Tenosynovitis typically starts with tendinitis (inflammation of the tendons). Though it isn’t always clear what causes either one, there are some things you can do that might lower your risk.

Take breaks. Try not to stay in the same position for too long. For example, if work keeps you sitting for hours on end, move around every 30 minutes or so if you can. Don’t do the same thing over and over without a break. Whether it’s typing, throwing a baseball, or playing piano scales, mix up your movements to stay balanced and give your body a chance to rest.

Learn how to lift. Use a firm but not overly tight grip when the load is unusually heavy, and avoid lifting with just one arm or only one side of your body.

Move the right way. Whether you lift weights, shoot free throws, or play the cello, there are proper techniques that can prevent injury.
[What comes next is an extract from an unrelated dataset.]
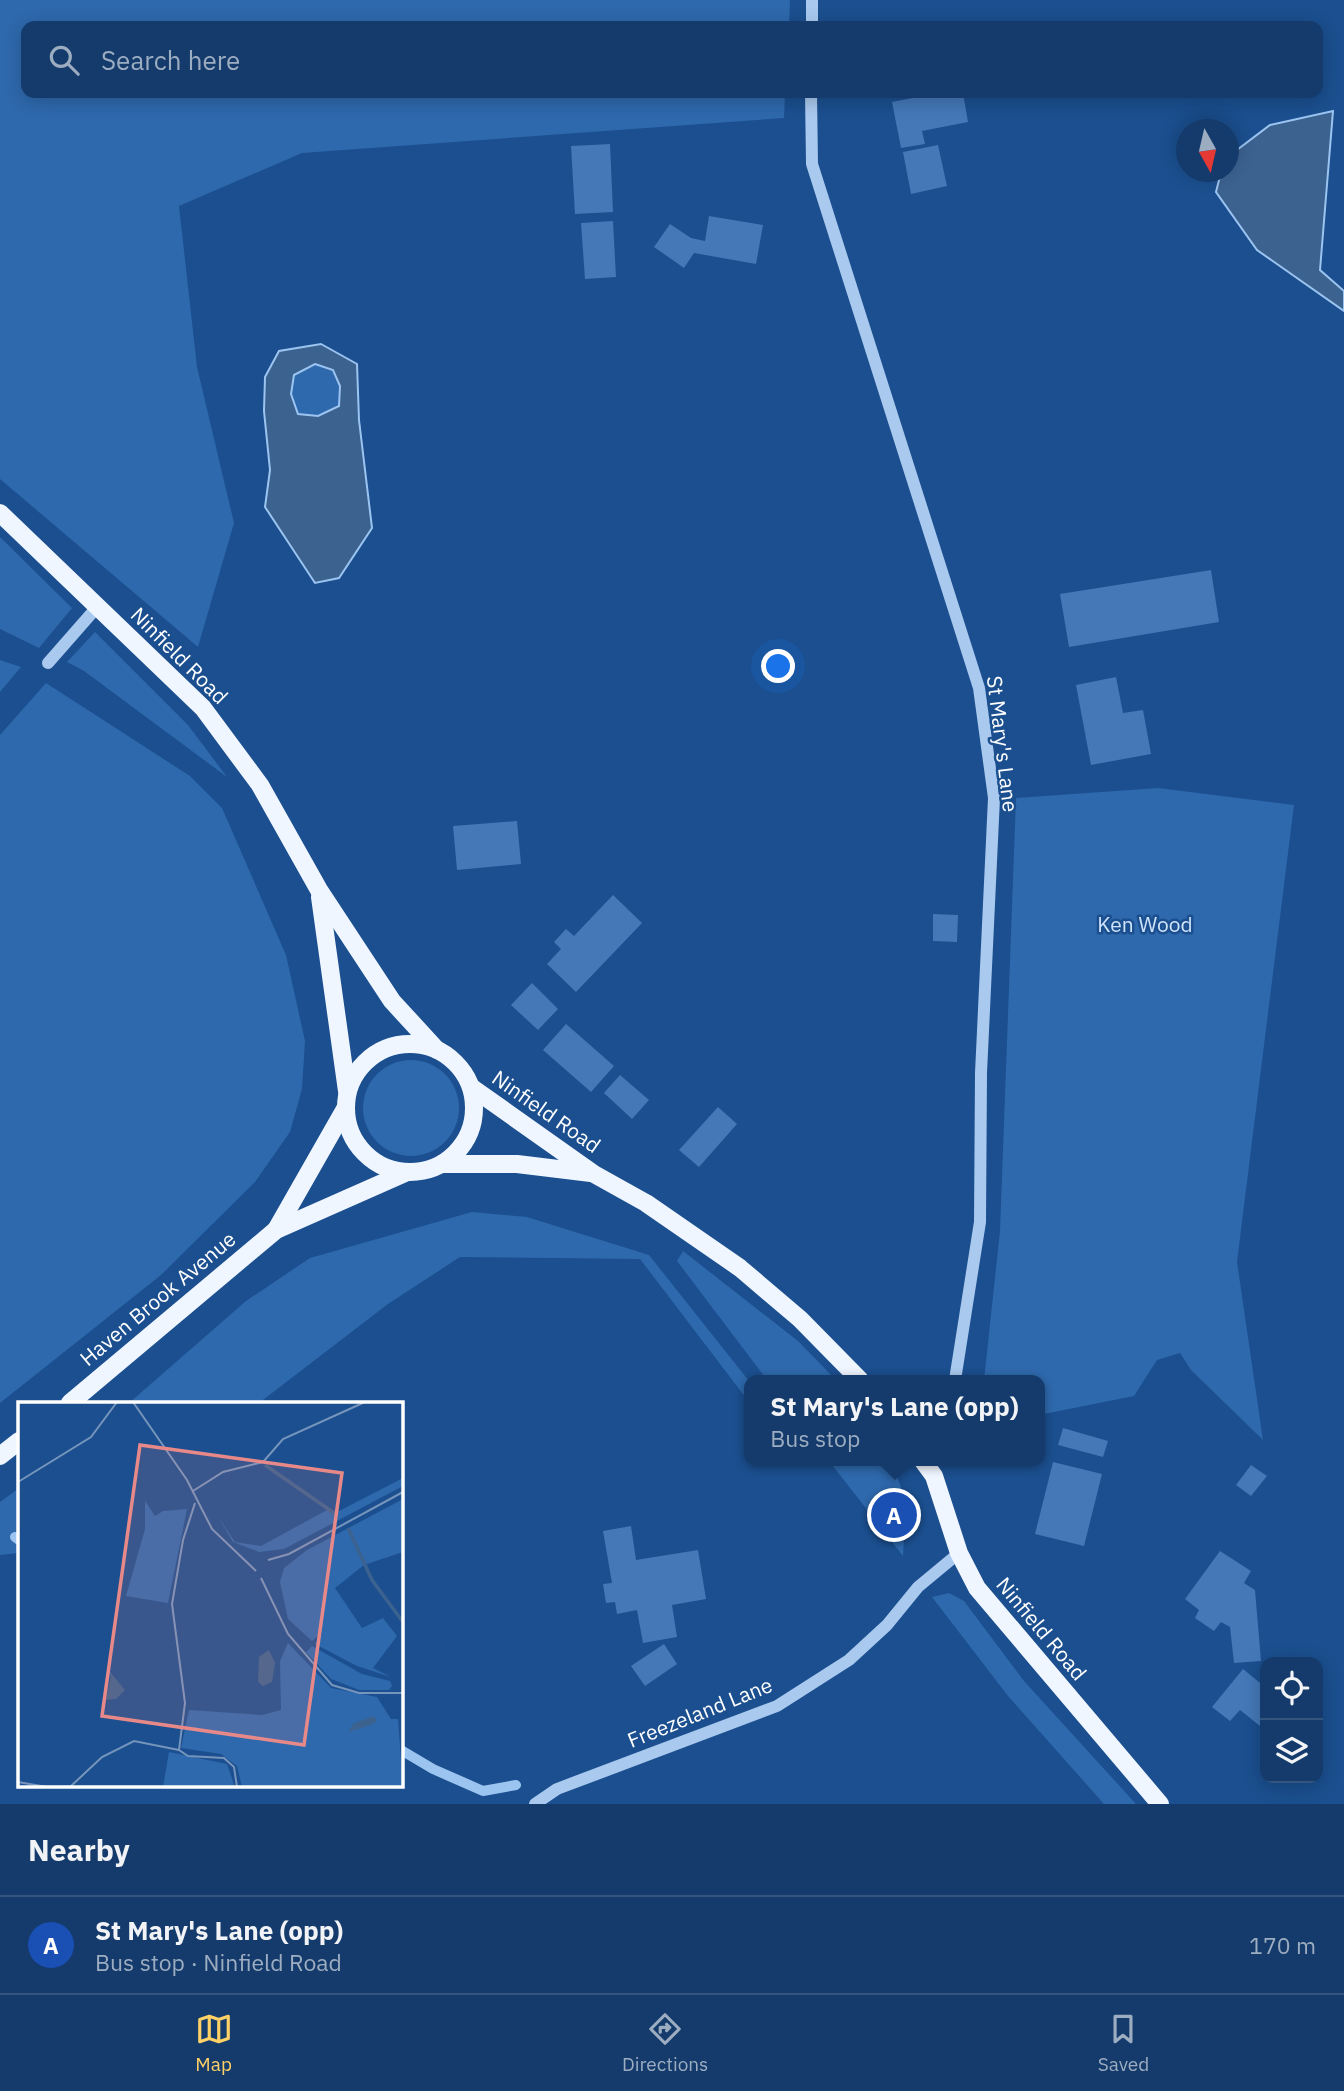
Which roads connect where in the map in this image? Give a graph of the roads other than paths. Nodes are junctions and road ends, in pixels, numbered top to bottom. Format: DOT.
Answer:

Trainers, teachers, coaches, and physical therapists can help you learn proper form. If you notice that some movement causes pain, stop and ask questions.

Warm up before you exercise. About 5-10 minutes of light jogging or jumping jacks should be enough.

Here's some advice for living with tenosynovitis:

  • Rest as soon as you notice symptoms. If you don’t, you could rupture a tendon or its sheath, which can be hard to repair.
  • If your symptoms are very painful, won’t go away, or stop you from living your life normally for more than a few days, see your doctor. They might notice an underlying condition that you can treat. Tenosynovitis is often mistaken for other conditions.
  • Try to change your habits if they're causing tenosynovitis. For instance, if it's due to repeated use of a computer mouse or keyboarding, make your workspace more ergonomically correct.

Complications for infectious tenosynovitis can be quite common. As many as 38% of people with this condition have complications. They include:

  • Long-term finger stiffness
  • Deformation of the tendons
  • Infection in the deep spaces of the hand
  • Dead tissue (necrosis) in the tendon
  • Possible need for amputation

People with the noninfectious form of tenosynovitis may end up getting the stenosing form of tenosynovitis, which can lead to chronic contractures (a permanent tightening of the muscles, tendons, and skin) and flexion deformities (inability to fully straighten a joint) that may need surgery to correct.

Tenosynovitis is a common condition where the protective sleeve of tissue surrounding your tendons gets inflamed. You're more likely to get it if you repeat certain gripping motions (like in some sports) or have health issues such as diabetes or rheumatoid arthritis. You can usually treat it with rest, ice, and physical therapy but occasionally you might need surgery.


Does tenosynovitis go away on its own?

It may go away by itself in some cases, especially if you stop doing the motion that caused it and use ice to reduce the swelling. But if these don't work, see your doctor.

Is tenosynovitis the same as tendonitis?

Tenosynovitis might sound a bit like another condition called tendinitis. Both are inflammations. The difference is tendinitis is the inflammation of your tendons, the cords of tissue that hold muscle to bone. Tenosynovitis is the inflammation of the synovial membrane around the tendons. This membrane is to protect the tendons.